Roberts and his partners founded American Cable Systems in 1963 through purchasing a 1,200-subscriber cable system in Tupelo, Mississippi. They incorporated in 1969 as Comcast Corporation., which Roberts came up by combining the words communications and broadcasting. From 1963 until 2002, he served as chairman of the board. Roberts was Comcast’s president for 21 years until 1990, when he passed the role to his son Brian L. Roberts.

"Ralph Roberts is the absolutely most clear-cut example of the American dream," former Pennsylvania Gov. Ed Rendell told the Philadelphia Inquirer. "From selling belts door-to-door to creating the largest entertainment and technology corporation in the United States of America - it's an incredible success story.”

Comcast's rise has not been without controversy. Consumerist dubbed Comcast as the "worst company in America" in 2014. Recently, the cable company has gained infamy for its poor customer service. Among other incidents, back in February, a Chicago-area woman received her bill from Comcast that addressed her  as a derogatory slur for a woman instead of her actual name after she complained to the company she had not received bills several months. One couple recorded its phone call with a Comcast customer representative who kept them on the line for a long period questioning them on why they wanted to cancel their subscription after they switched to another provider.

David Cohen, Comcast’s executive vice president, has admitted that the company needs better customer service. "It bothers us we have so much trouble delivering high quality of service to customers on a regular basis," he said, according to the Washington Post. "Sometimes, we need a kick in the butt."

The flack Comcast has gotten for its customer service hasn't hurt its profitability. The company’s revenue in 2015’s first fiscal quarter alone increased 2.6 percent to nearly $18 billion. In 2014, its revenue grew 6.4 percent to $68.8 billion. Comcast’s financial success has enabled the company to expand its empire through various purchases, including NBCUniversal and AT&T. But the size and scope of the cable provider has actually stopped Comcast from completely taking over cable: its proposed merger with Time Warner Cable fell through earlier this year, when the Federal Communications Commission nixed the deal, The Christian Science Monitor previously reported. 

American Cable Association, an organization that represents small and medium-sized independent operators and has fought with Comcast on its power in the past, praised Roberts on Friday.

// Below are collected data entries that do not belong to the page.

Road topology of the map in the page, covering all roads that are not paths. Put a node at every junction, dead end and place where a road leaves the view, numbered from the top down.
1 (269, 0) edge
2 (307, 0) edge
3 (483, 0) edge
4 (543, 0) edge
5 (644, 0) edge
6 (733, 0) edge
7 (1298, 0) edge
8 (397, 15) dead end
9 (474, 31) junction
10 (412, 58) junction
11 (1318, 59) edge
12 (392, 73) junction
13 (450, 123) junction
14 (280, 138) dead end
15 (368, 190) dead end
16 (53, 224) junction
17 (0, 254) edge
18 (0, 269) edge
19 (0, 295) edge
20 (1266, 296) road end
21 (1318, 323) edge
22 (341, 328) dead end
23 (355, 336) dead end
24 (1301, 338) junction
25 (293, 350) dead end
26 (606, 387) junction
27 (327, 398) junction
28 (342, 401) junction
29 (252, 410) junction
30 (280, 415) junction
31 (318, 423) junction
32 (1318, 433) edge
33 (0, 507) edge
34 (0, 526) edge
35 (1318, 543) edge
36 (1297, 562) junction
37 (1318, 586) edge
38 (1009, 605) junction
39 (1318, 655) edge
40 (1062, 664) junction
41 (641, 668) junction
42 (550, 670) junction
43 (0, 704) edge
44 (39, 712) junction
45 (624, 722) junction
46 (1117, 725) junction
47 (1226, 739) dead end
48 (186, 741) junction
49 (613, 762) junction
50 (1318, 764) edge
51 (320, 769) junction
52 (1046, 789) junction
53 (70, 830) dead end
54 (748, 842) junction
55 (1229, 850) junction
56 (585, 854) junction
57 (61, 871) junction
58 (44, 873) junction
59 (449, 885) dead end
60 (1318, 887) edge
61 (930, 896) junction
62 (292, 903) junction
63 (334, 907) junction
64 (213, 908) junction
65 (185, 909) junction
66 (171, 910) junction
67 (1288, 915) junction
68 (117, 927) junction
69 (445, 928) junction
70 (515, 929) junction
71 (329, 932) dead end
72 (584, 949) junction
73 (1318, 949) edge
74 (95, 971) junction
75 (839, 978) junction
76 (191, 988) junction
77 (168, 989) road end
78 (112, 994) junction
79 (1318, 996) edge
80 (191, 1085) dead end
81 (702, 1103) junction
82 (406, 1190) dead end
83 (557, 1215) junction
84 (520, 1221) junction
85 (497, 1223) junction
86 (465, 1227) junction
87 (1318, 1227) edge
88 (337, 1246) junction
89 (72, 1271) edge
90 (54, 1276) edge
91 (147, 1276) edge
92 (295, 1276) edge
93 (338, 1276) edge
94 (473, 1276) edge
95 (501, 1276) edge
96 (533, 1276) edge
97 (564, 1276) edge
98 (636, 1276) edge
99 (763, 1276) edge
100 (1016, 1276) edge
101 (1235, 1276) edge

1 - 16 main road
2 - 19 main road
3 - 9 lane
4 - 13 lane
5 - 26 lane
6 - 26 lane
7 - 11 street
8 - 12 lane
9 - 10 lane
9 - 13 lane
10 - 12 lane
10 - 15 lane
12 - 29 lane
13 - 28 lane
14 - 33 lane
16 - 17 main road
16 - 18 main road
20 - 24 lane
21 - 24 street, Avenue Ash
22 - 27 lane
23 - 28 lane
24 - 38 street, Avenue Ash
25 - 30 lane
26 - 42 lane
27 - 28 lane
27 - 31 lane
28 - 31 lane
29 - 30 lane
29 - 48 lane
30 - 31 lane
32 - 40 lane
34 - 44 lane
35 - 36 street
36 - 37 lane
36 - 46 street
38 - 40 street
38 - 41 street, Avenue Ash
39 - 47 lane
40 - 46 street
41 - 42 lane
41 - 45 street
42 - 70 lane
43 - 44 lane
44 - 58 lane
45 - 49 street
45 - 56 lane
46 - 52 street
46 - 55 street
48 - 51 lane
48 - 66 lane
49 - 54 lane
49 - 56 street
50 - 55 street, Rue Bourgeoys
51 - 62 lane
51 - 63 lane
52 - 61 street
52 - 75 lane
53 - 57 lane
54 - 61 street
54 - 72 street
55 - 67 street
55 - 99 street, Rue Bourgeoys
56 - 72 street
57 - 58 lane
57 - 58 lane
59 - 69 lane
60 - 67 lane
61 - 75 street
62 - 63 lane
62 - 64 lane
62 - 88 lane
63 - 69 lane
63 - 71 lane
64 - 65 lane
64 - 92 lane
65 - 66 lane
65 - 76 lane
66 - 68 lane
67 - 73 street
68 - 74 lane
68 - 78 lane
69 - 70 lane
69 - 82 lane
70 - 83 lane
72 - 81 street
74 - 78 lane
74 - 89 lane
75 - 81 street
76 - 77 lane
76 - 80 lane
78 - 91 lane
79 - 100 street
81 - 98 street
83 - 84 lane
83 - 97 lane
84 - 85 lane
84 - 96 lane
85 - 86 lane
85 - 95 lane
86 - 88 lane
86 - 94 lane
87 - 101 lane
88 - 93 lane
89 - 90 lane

"Amid a digital revolution that disrupted and confused so many in the business world, Ralph Roberts saw the future clearly and encouraged Comcast to become a broadband and technology innovator benefiting industry and consumers here and around the world," President and CEO Matthew M. Polka said in a press release. "At heart, Mr. Roberts was an entrepreneur like so many of our members, and we will miss his passion for our industry."

Outside of his business pursuits, Roberts and his family were involved in various community and philanthropy efforts. He served on the boards of several organization, including the Philadelphia Orchestra and the Greater Philadelphia Urban Affairs Coalition. Recently, he and his wife Suzanne received the Philadelphia Award to recognize their contributions to the city in business, philanthropy, and arts and culture.

In addition to his wife of more than 70 years, Roberts is survived by four of his children and eight grandchildren. 

You've read  of  free articles. Subscribe to continue.
Real news can be honest, hopeful, credible, constructive.
What is the Monitor difference? Tackling the tough headlines – with humanity. Listening to sources – with respect. Seeing the story that others are missing by reporting what so often gets overlooked: the values that connect us. That’s Monitor reporting – news that changes how you see the world.

Dear Reader,

About a year ago, I happened upon this statement about the Monitor in the Harvard Business Review – under the charming heading of “do things that don’t interest you”:

“Many things that end up” being meaningful, writes social scientist Joseph Grenny, “have come from conference workshops, articles, or online videos that began as a chore and ended with an insight. My work in Kenya, for example, was heavily influenced by a Christian Science Monitor article I had forced myself to read 10 years earlier. Sometimes, we call things ‘boring’ simply because they lie outside the box we are currently in.”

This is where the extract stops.